*April 30 - May 6
|Elijah’s and Elisha’s Mantle|
Read for This Week's Study:
|1 Kings 19:1–19; 2 Sam. 10:3, 4; Ezek. 16:15, 16; 1 Kings 21:21–29; 2 Kings 2:1–18.|
|“For godly sorrow worketh repentance to salvation not to be repented of: but the sorrow of the world worketh death” (2 Corinthians 7:10).|
|Few biblical characters have had
a more colorful existence than the prophet Elijah. What an incredible
story of faith, of trial, and of God’s overwhelming power in this
Today, in Judaism at least, he still looms large. In fact, in Jewish tradition he has been glorified more than perhaps any other biblical figure.
Each Passover, for instance, a special cup of wine is filled and put on the Passover table. During the Passover itself, the door of the house is opened, and everyone stands in order to allow Elijah the prophet to enter and drink. At circumcisions, a chair, “the chair of Elijah,” is set aside as part of the ceremony. Also, as the Sabbath ends, Jews sing about Elijah, hoping he will come “speedily, in our days . . . along with the Messiah, son of David, to redeem us.”
An example of Elijah’s prominence in Jewish thinking is found in the Gospel, when Peter says that some had thought Jesus Himself was Elijah (Matt. 16:14).
This week we’ll look at Elijah and the mantle he wore and see what spiritual lessons we can draw from him and it.
*Study this week's lesson to prepare for Sabbath, May 7.
“A Still Small Voice”
Elijah’s life, recorded in first and second Kings, includes instances where he bravely faced kings and their threats on his life.
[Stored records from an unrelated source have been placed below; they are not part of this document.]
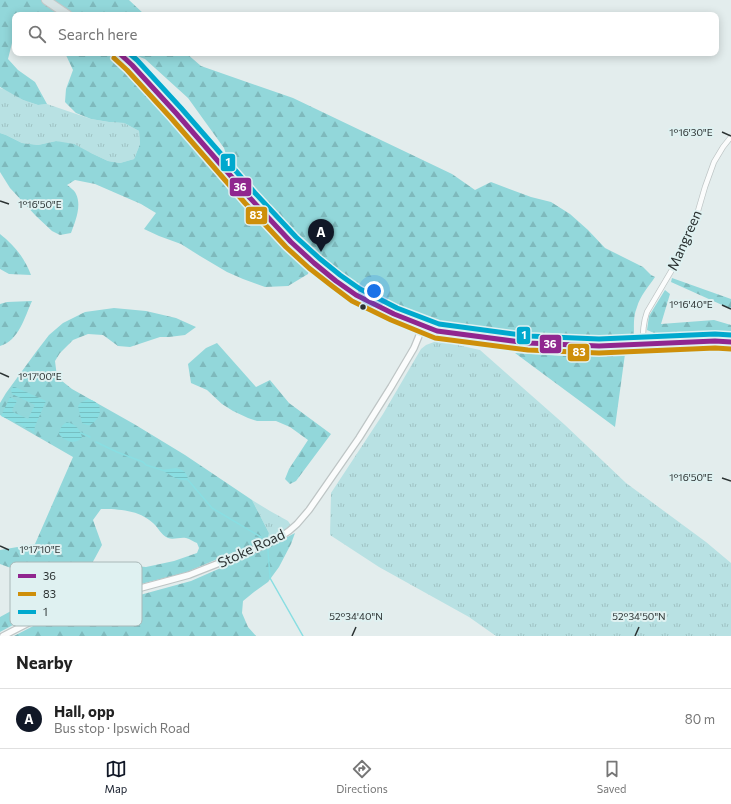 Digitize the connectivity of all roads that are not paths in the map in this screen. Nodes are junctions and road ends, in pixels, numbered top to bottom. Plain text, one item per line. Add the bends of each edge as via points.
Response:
1 (46, 0) edge
2 (64, 12) edge
3 (123, 56) edge
4 (731, 137) edge
5 (423, 326) junction
6 (731, 342) edge
7 (643, 344) junction
8 (142, 588) edge
9 (22, 626) edge
10 (3, 636) edge

1 - 2 highway
3 - 5 highway via 284,236 314,263 356,295
4 - 7 street, Mangreen via 714,162 681,252 646,316
5 - 7 highway via 437,331 528,343 599,346
5 - 8 street, Stoke Road via 414,348 359,438 297,524 277,539 260,547 190,575
6 - 7 highway
9 - 10 street, Stoke Road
There was, however, one notable exception—the time when, scared by threats from a nasty queen, he ran for his life.
In 1 Kings 18, he called down fire from heaven onto Mount Carmel, had the prophets of Baal slaughtered, and warned Ahab of the approaching rain. The power of the Lord came upon him, and after he tucked his cloak into his belt, he ran ahead of Ahab for the 20 miles to Jezreel.
By the next chapter, however, this same man of God appears in a whole new light.
Read 1 Kings 19:1–4. What lessons can we take from this passage regarding how, no matter what our relationship with God has been, no matter what great triumphs of faith we have experienced, none of us are immune to deep spiritual lows?
The Lord, though, wasn’t done with Elijah, not even after his rather desperate and somewhat pathetic prayer. He still gave Elijah powerful evidence of His love for him and His interest in Elijah’s life.
Read 1 Kings 19:5–19. What is the significance of Elijah’s wrapping his face in the mantle?
It’s fascinating that though Elijah saw a great wind, an earthquake, and a fire, none of these caused him to wrap his face in his mantle. It was only the presence of the Lord in “a still small voice” that brought this response to him—a response of fear, respect, and self-protection.
What Elijah needed to learn was that, mighty and moving though these forces be, they do not of themselves portray a true picture of the Spirit of God.Elijah heard the voice of the Lord in a quiet and subtle way telling him what to do, and it was this voice that he obeyed.
|How can we learn to recognize the voice of the Lord speaking to us? More important, however, is this question: do you obey what you hear, or do you squelch that “still small voice” speaking to your soul? What does your answer tell you about yourself?|
The Change of Garments
After the magnificent demonstration of God’s power at Mount Carmel, Elijah complained that he was the only one left who loved the Lord. The Lord, it seems, ignored Elijah’s whining, but when he finished his speech, the Lord then gave him instructions: he was to anoint two kings and Elisha.
Following the Lord’s directions to find a successor, Elijah went to the farm of Shaphat, Elisha’s father, and found Elisha plowing with oxen. Maybe Elijah waved to Elisha to get his attention, and Elisha stopped his work and waited to hear Elijah’s message.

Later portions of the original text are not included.